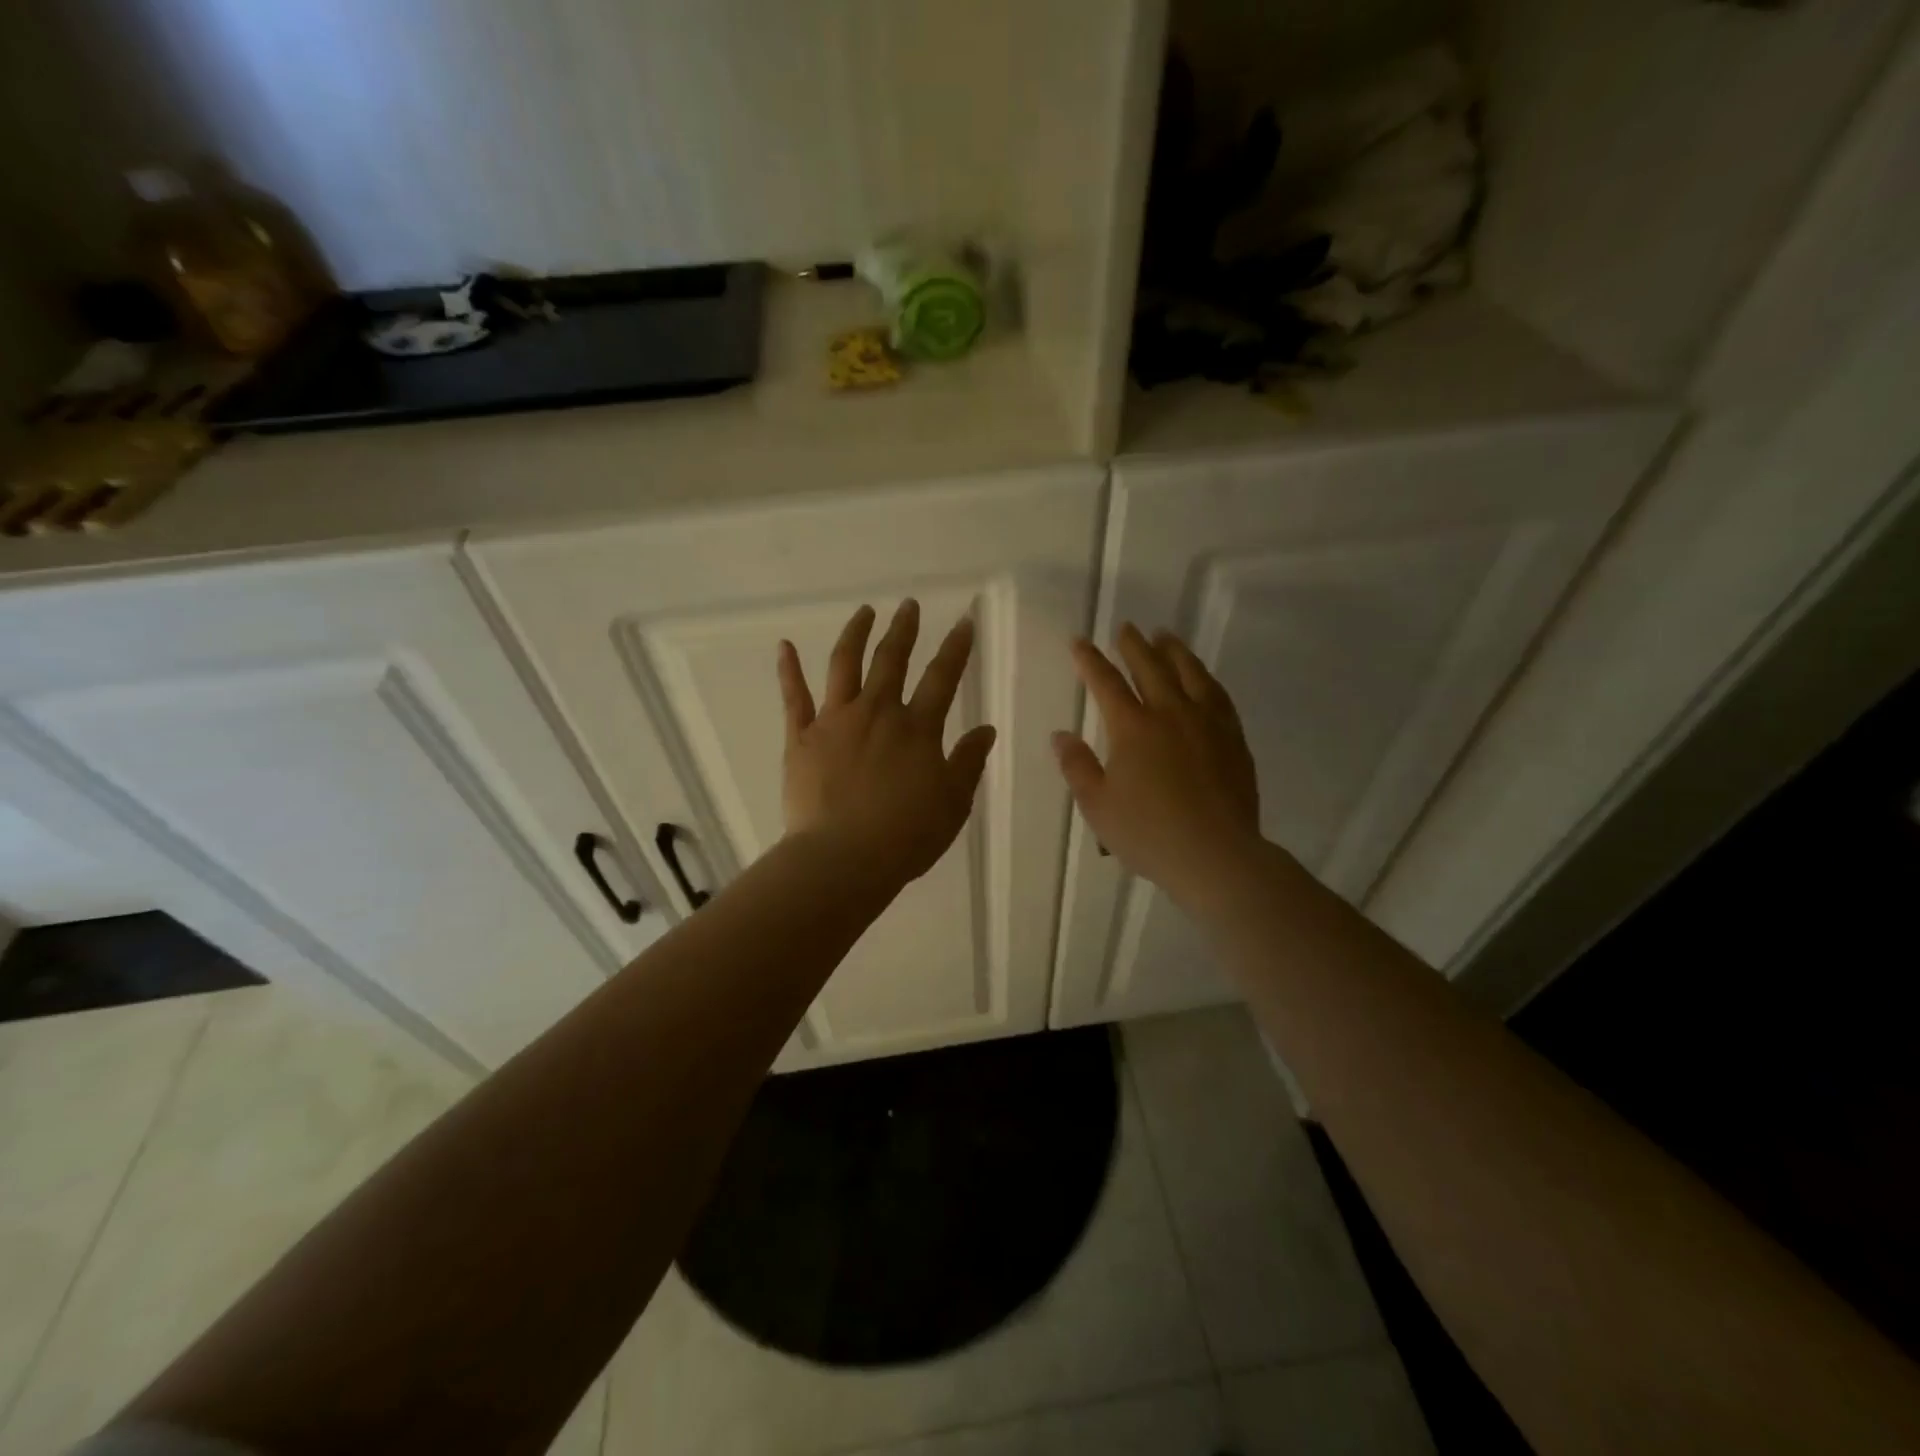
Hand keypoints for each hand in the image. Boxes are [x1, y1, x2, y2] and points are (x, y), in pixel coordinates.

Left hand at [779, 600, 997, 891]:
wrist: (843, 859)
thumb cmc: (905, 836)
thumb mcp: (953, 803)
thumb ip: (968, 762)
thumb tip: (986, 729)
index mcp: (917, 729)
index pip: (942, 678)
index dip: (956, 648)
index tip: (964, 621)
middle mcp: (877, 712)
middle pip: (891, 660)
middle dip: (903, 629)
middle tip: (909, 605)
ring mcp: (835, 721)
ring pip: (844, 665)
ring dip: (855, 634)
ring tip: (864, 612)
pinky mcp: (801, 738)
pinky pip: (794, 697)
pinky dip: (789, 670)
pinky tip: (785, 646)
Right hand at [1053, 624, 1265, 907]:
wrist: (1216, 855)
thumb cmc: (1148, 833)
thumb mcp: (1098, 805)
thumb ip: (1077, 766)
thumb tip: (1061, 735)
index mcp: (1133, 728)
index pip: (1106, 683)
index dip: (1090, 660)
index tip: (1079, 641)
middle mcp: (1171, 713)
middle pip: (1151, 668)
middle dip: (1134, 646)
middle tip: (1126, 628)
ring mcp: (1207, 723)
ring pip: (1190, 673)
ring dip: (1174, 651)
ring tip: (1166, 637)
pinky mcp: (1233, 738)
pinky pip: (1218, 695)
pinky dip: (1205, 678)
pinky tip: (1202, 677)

┄┄┄┄┄┄

What you are asked to do ▸
Where the line containing "Right hand at" appears in the records above, begin there and print every line through the last, exactly and with nothing else.

Response ▸
Right hand at [1053, 624, 1265, 907]:
wrist: (1216, 855)
thumb cmc: (1148, 833)
thumb mcp: (1098, 805)
thumb ip: (1077, 766)
thumb tip: (1061, 735)
index mcp: (1133, 728)
index pip: (1106, 683)
index dip: (1090, 660)
index tip: (1079, 641)
middle mcp: (1171, 713)
middle pip: (1151, 668)
middle dip: (1134, 646)
middle tip: (1126, 628)
ring mcp: (1207, 723)
ring pip: (1190, 673)
ring dip: (1174, 651)
ring tip: (1166, 637)
pinky mcp: (1233, 738)
pinky pip: (1218, 695)
pinky dip: (1205, 678)
pinky tip: (1202, 677)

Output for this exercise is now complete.